To conclude, everything depends on blood sugar levels (HbA1c). The higher the attention monitoring the blood sugar level consists in our first step in preventing dry eye syndrome associated with diabetes [12]. More often, the patients are unaware that their blood glucose is out of control, which is fundamental for the treatment at diabetes related to dry eye syndrome [16]. Educating the patients by sharing our knowledge of primary disease DM, the proper treatment, the appropriate monitoring, the diet instructions the exercises and follow up by Endocrinologist is the key to improve the quality of their life style [2] and to reduce the risk for developing DES as much as possible.
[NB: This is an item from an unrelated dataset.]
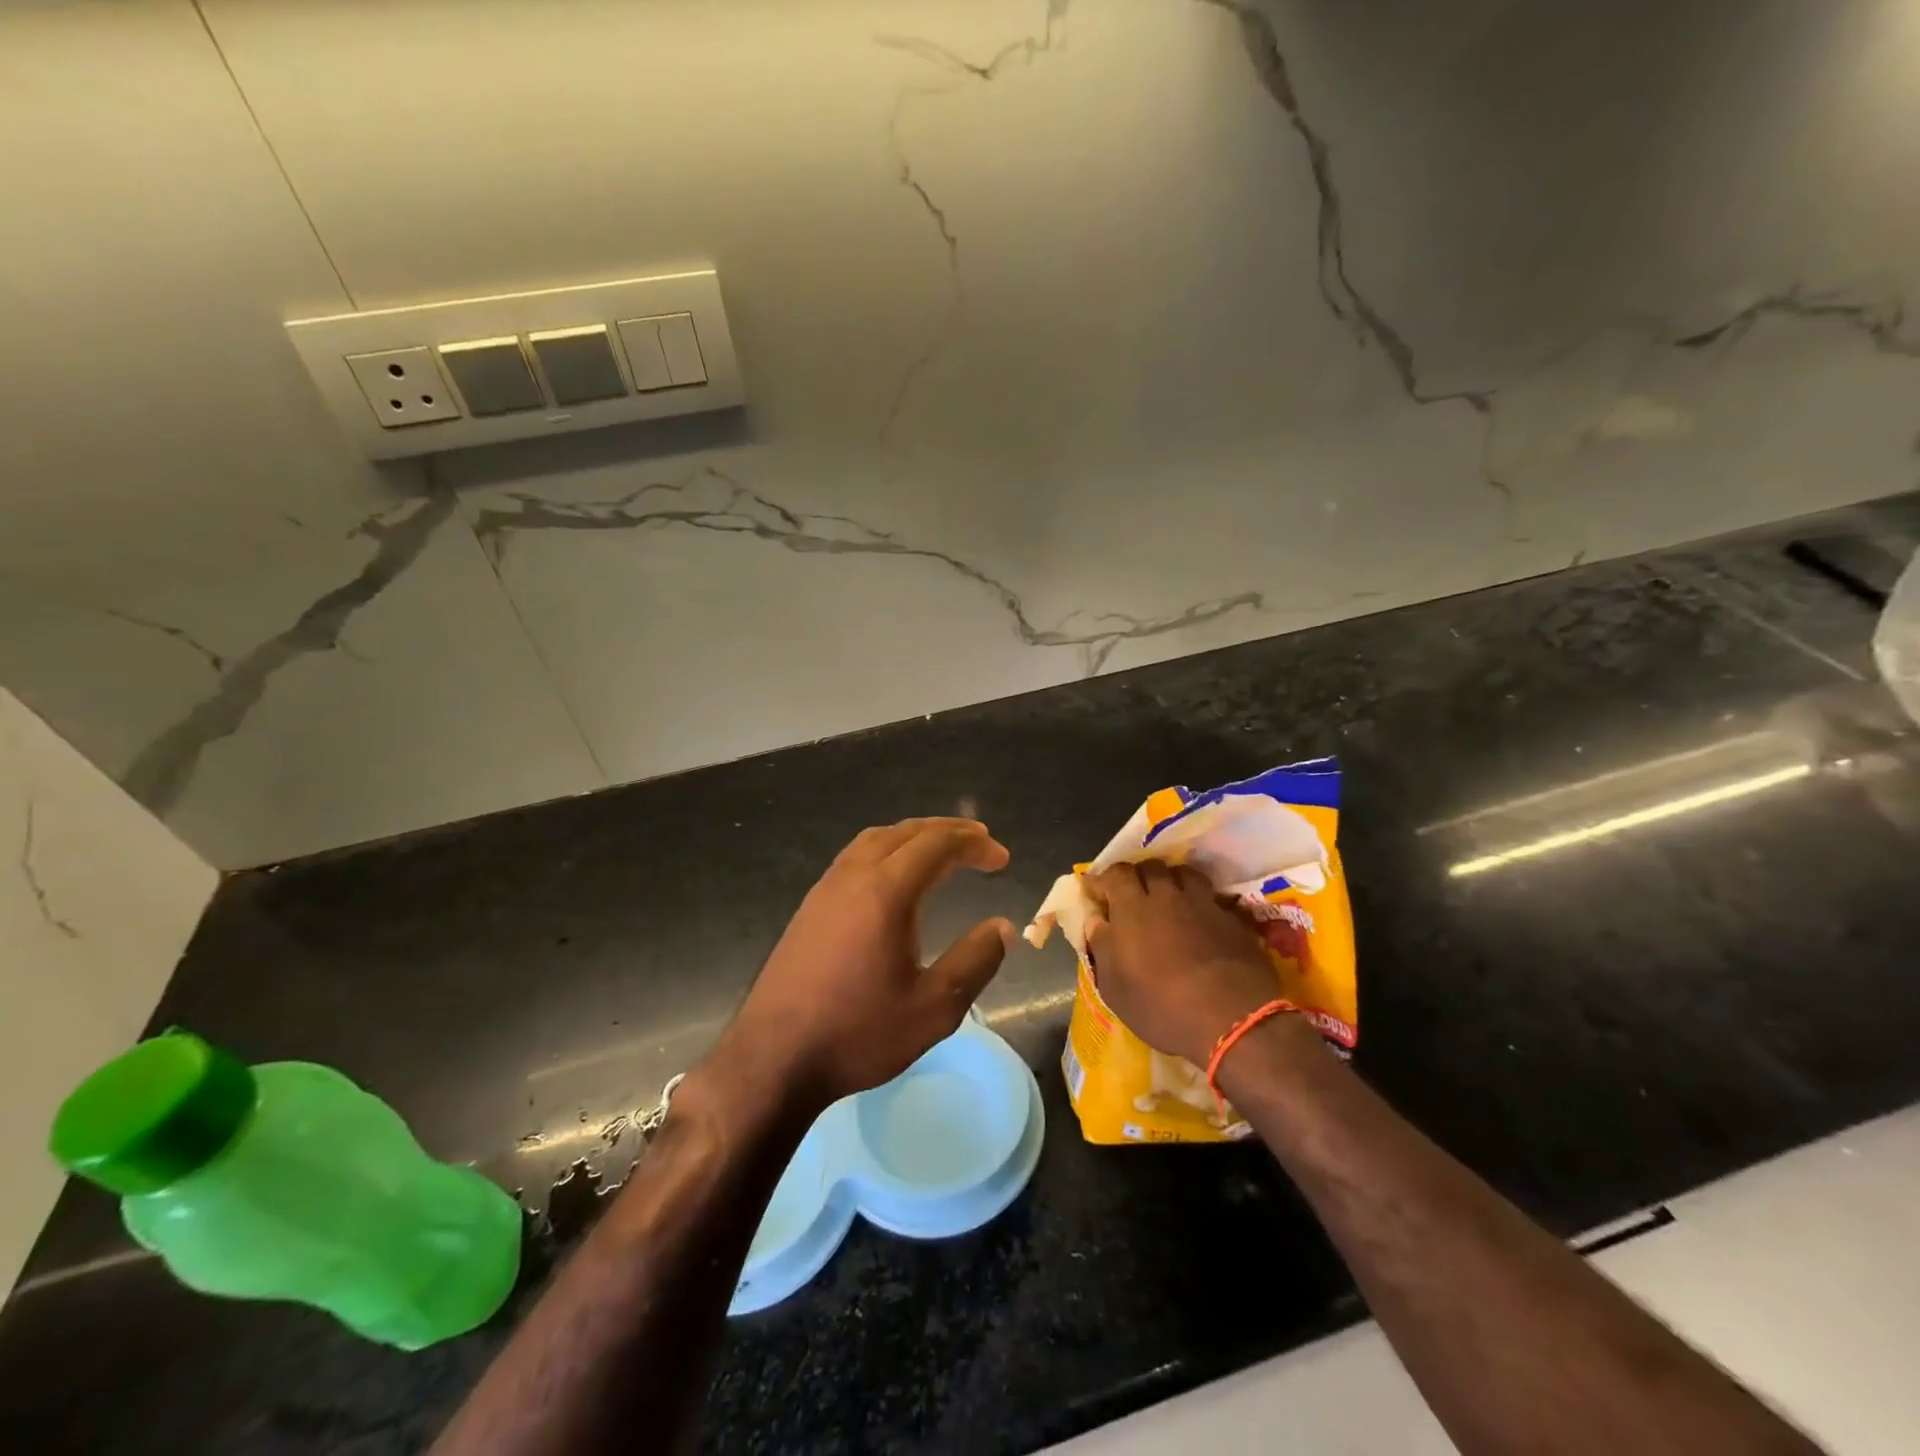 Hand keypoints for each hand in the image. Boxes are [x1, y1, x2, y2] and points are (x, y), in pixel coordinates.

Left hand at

Subsequently, it is very important to achieve a good collaboration among physicians to detect early the DM Type 2, to receive the proper management and treatment options for the patient [17]. Compliance of the patients is also a very important factor to learn how to live with diabetes and to present regularly for follow-up. The DM is a chronic disease hence either the DES remain chronic disease as well, for that reason is still very difficult to manage both conditions [15]. New modalities need to be developed though collaborative research and further studies need to be undertaken to treat the DES and the primary disease DM constantly (Figure 8).